Work instruction
Search the material below for the string "from" and list each line that holds it.

Materials provided
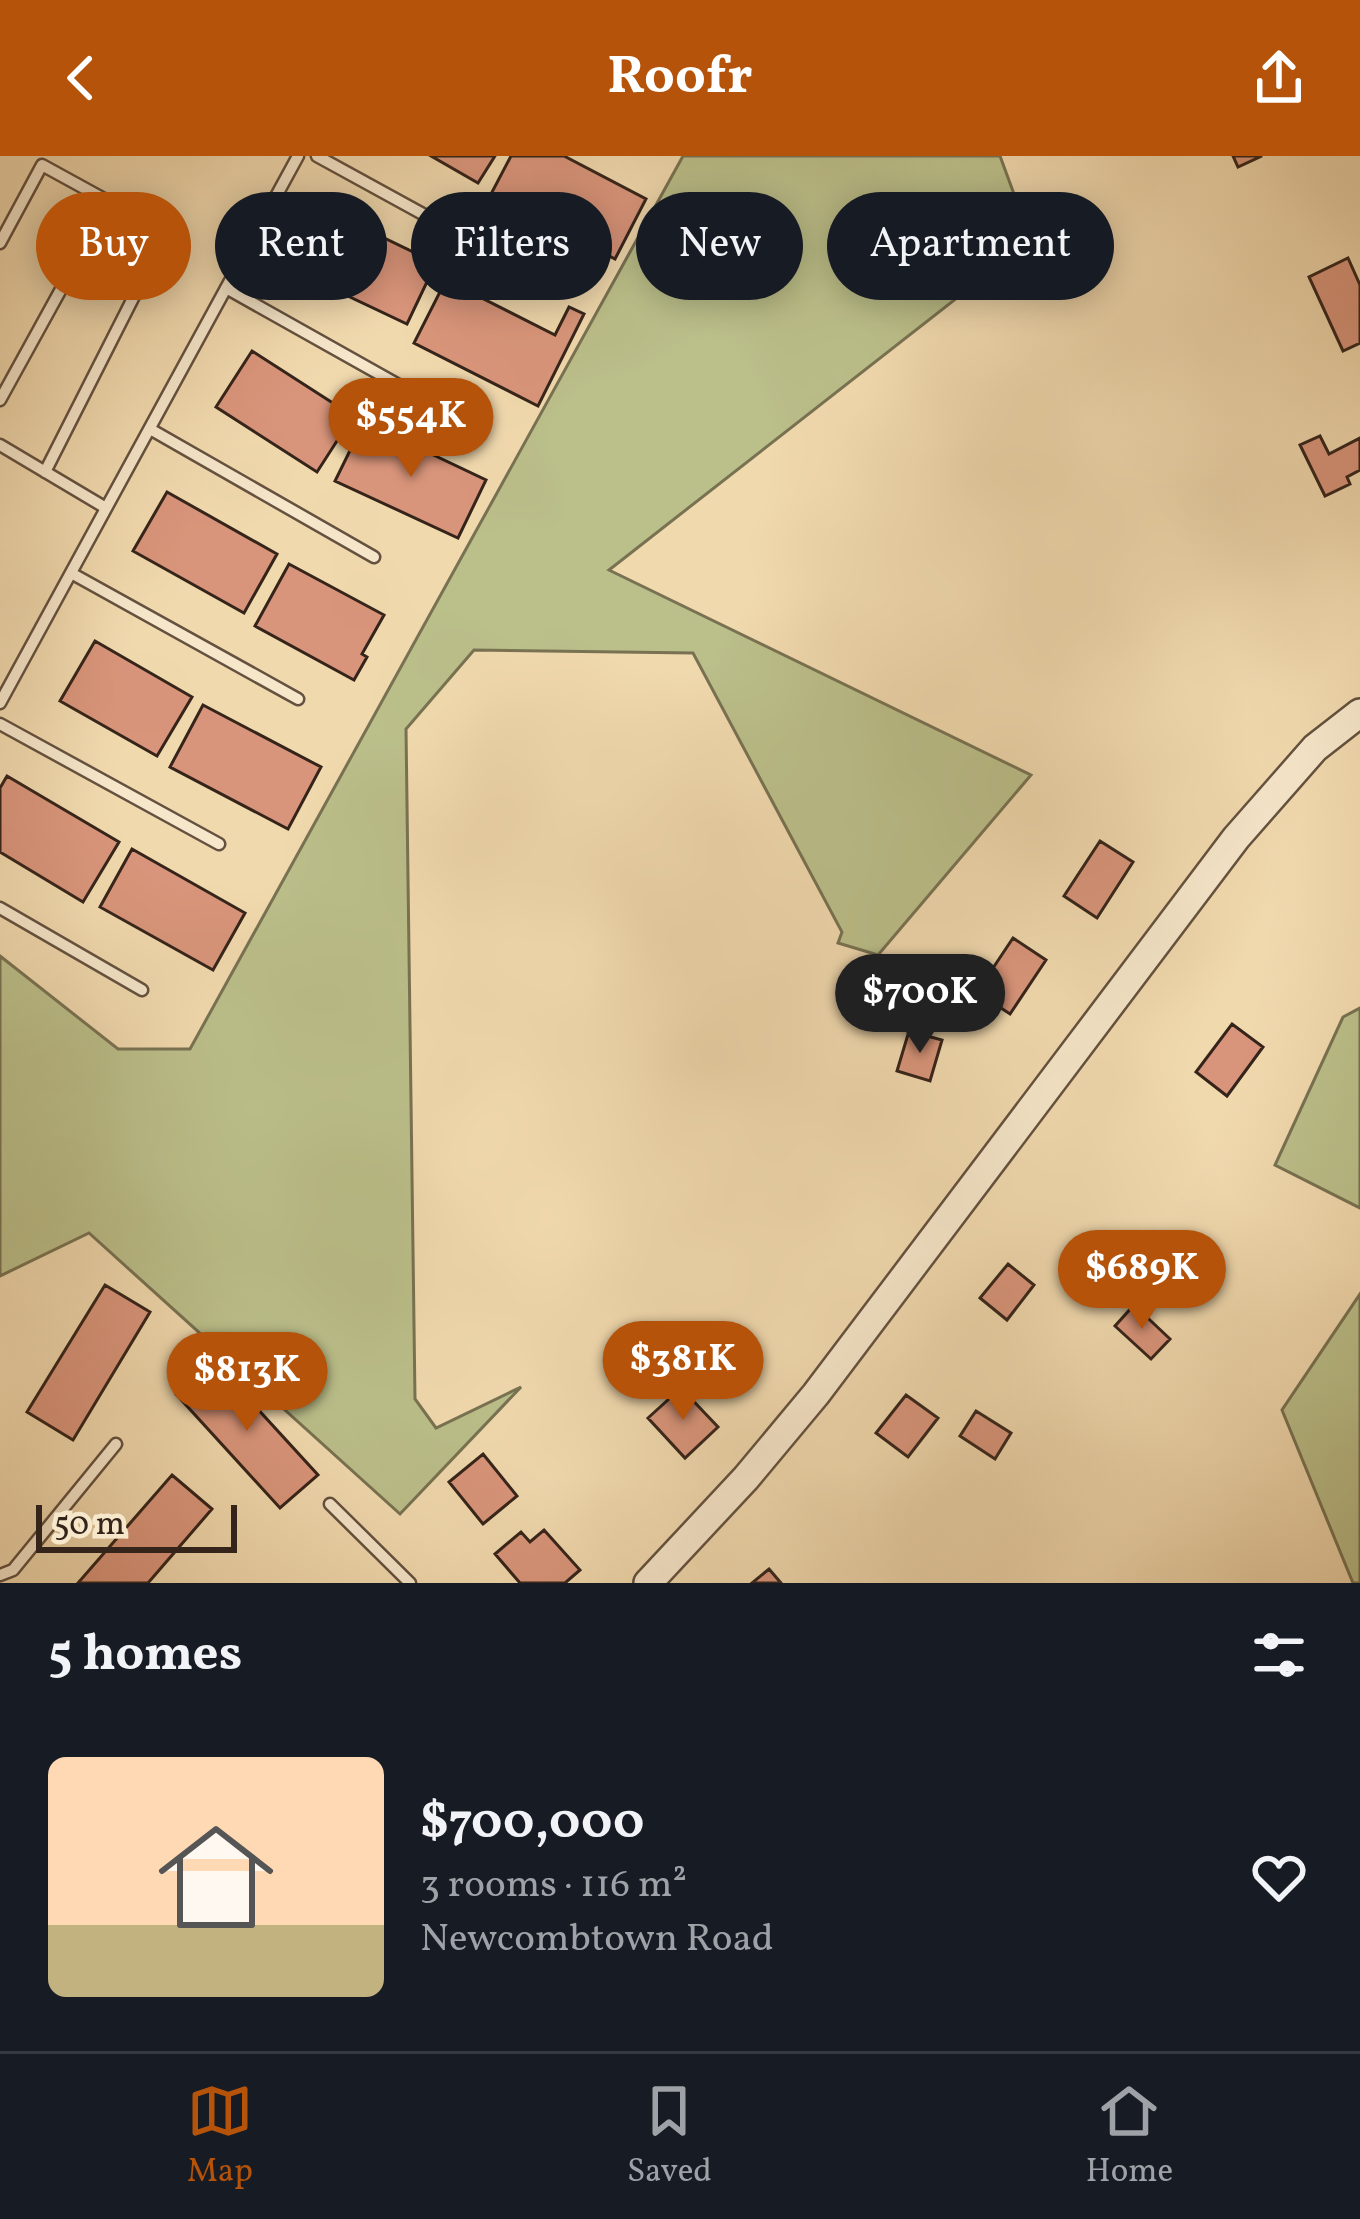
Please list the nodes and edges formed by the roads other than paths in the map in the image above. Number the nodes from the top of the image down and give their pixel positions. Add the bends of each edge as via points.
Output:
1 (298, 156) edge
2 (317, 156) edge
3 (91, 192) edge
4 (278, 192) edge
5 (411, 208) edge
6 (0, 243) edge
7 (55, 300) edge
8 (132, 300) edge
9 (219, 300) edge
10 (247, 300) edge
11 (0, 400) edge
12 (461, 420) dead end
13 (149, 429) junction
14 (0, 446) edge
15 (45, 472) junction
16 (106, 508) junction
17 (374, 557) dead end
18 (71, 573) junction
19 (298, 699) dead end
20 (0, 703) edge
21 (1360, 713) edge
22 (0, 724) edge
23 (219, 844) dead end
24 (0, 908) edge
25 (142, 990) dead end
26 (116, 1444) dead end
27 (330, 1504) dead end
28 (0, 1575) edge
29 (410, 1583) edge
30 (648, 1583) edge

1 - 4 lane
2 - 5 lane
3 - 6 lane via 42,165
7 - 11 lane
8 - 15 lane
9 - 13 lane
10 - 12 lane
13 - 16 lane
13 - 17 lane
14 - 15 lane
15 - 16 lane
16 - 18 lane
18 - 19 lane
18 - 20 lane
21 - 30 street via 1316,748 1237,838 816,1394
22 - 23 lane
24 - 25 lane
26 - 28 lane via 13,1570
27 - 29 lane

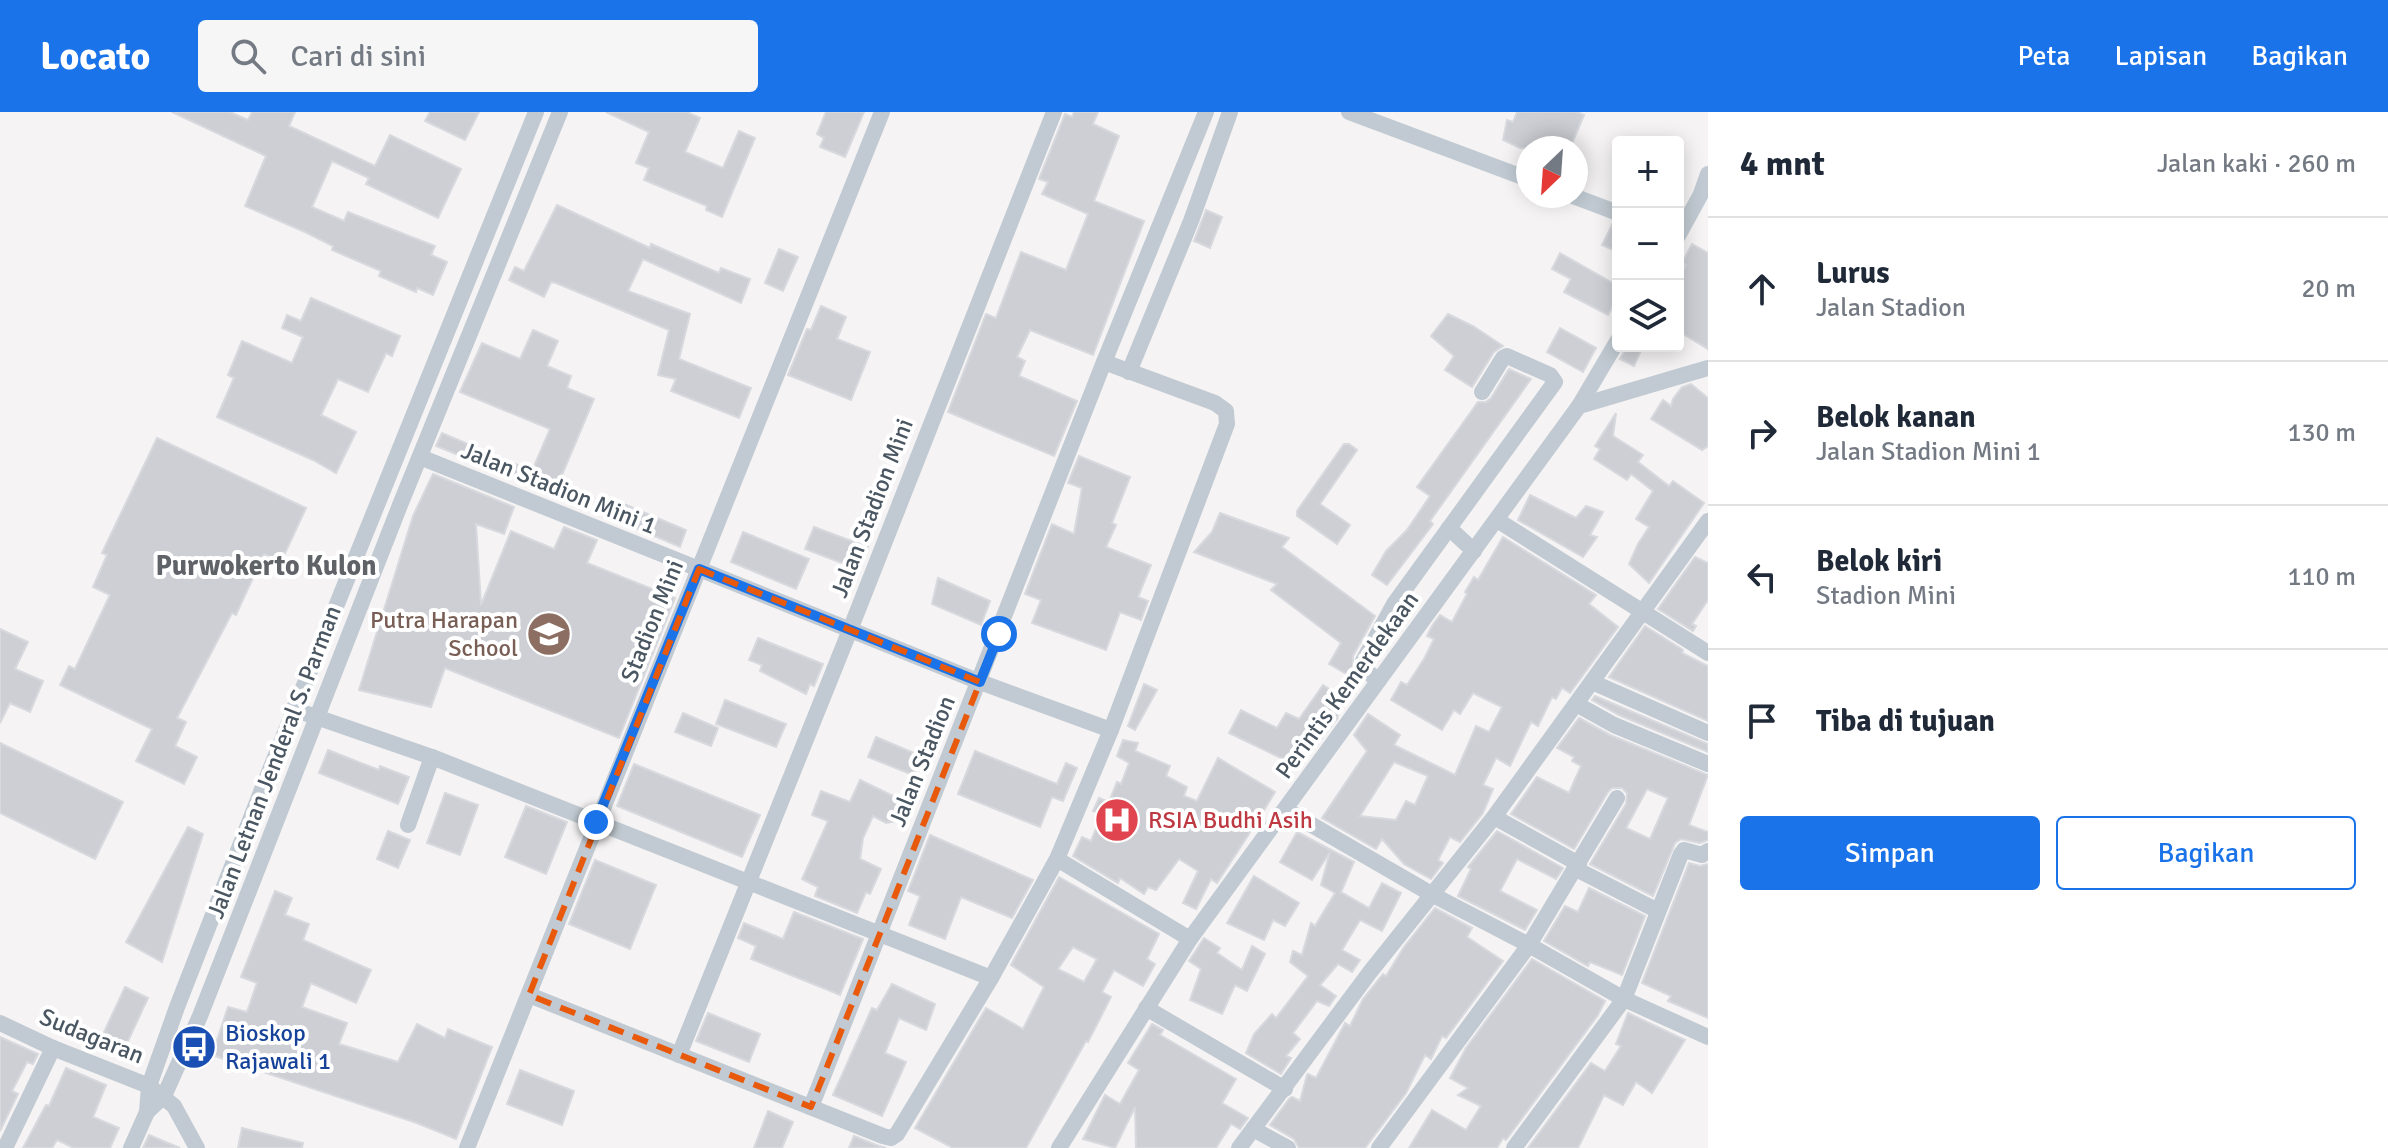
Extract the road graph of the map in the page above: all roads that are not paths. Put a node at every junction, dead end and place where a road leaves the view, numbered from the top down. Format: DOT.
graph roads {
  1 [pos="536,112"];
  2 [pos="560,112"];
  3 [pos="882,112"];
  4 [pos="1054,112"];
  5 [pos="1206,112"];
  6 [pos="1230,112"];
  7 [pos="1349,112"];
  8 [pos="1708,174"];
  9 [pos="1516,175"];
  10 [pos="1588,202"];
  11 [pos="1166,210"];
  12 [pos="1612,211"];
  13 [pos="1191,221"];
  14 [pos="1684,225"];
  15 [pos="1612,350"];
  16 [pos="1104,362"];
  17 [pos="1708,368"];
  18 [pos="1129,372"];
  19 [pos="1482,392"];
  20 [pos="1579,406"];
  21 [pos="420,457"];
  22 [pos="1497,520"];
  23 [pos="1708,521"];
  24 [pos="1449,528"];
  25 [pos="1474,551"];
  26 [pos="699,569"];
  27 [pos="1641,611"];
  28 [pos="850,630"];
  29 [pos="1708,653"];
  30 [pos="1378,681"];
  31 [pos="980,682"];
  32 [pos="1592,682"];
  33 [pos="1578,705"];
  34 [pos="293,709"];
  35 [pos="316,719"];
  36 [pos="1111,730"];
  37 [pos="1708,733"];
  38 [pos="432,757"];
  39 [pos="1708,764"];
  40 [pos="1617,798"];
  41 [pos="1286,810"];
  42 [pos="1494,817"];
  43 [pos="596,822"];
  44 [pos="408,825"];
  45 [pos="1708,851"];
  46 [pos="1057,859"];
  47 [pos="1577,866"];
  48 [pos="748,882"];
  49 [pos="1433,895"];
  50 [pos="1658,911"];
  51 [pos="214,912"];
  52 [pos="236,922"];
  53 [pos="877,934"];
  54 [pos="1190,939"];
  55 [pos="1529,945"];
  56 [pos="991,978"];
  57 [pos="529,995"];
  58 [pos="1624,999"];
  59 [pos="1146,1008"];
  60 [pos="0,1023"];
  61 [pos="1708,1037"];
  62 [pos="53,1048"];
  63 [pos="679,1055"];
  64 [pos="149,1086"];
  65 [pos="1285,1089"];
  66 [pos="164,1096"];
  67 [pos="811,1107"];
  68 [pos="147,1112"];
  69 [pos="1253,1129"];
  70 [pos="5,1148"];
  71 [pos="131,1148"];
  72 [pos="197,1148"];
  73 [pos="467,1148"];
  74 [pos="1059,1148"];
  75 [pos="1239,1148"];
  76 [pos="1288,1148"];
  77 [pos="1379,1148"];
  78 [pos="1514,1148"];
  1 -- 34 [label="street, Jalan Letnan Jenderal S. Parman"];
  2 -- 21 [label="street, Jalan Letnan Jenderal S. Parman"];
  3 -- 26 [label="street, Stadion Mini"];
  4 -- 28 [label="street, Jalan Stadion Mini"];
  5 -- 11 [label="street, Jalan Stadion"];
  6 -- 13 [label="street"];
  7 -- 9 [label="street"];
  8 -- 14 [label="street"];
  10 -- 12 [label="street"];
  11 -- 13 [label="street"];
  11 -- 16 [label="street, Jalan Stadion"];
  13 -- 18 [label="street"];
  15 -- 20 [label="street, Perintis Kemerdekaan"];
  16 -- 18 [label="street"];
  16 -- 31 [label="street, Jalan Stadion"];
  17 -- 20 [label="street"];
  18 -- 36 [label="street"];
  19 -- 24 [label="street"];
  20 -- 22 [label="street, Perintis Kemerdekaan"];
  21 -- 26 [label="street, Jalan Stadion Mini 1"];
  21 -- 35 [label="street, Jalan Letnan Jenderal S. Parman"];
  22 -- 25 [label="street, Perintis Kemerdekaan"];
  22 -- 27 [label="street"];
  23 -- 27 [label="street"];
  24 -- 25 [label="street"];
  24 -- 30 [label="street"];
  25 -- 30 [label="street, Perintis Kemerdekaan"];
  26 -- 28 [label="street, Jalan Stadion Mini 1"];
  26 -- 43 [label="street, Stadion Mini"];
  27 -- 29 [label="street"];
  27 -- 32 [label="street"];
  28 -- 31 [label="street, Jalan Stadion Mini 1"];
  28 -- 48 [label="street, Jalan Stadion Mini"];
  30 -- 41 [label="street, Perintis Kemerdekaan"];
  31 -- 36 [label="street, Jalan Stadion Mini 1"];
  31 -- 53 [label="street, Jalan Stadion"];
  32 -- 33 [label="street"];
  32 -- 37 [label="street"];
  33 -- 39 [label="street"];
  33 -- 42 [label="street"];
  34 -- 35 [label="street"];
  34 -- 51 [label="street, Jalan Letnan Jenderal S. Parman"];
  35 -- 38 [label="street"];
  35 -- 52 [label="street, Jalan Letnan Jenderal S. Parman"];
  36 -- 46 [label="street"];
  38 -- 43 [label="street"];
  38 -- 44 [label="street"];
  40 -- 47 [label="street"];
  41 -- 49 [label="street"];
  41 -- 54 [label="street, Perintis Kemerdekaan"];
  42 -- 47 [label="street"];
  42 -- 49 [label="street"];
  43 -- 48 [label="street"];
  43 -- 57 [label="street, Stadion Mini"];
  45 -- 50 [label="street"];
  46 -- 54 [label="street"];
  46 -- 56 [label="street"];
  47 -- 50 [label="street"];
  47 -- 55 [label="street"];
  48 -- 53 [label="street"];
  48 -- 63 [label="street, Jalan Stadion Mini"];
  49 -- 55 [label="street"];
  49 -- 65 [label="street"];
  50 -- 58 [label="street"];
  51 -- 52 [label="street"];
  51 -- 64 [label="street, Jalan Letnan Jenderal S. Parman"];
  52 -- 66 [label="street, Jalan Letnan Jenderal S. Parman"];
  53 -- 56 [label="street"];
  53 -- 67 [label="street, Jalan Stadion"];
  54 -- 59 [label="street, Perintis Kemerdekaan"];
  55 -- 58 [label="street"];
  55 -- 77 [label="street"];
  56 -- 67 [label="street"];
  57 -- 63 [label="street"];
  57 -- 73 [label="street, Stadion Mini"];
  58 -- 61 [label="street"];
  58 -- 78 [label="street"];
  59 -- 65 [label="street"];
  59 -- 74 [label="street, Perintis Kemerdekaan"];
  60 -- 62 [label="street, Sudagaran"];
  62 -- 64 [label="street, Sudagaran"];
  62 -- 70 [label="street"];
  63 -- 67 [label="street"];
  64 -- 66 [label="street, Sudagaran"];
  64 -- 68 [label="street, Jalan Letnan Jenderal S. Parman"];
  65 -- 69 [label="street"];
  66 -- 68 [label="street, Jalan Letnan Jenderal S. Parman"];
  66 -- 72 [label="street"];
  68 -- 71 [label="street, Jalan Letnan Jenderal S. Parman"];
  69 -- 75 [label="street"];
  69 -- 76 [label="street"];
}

Exercise output
Please list the nodes and edges formed by the roads other than paths in the map in the image above. Number the nodes from the top of the image down and give their pixel positions. Add the bends of each edge as via points.
Extract the road graph of the map in the page above: all roads that are not paths. Put a node at every junction, dead end and place where a road leaves the view, numbered from the top down. Format: DOT.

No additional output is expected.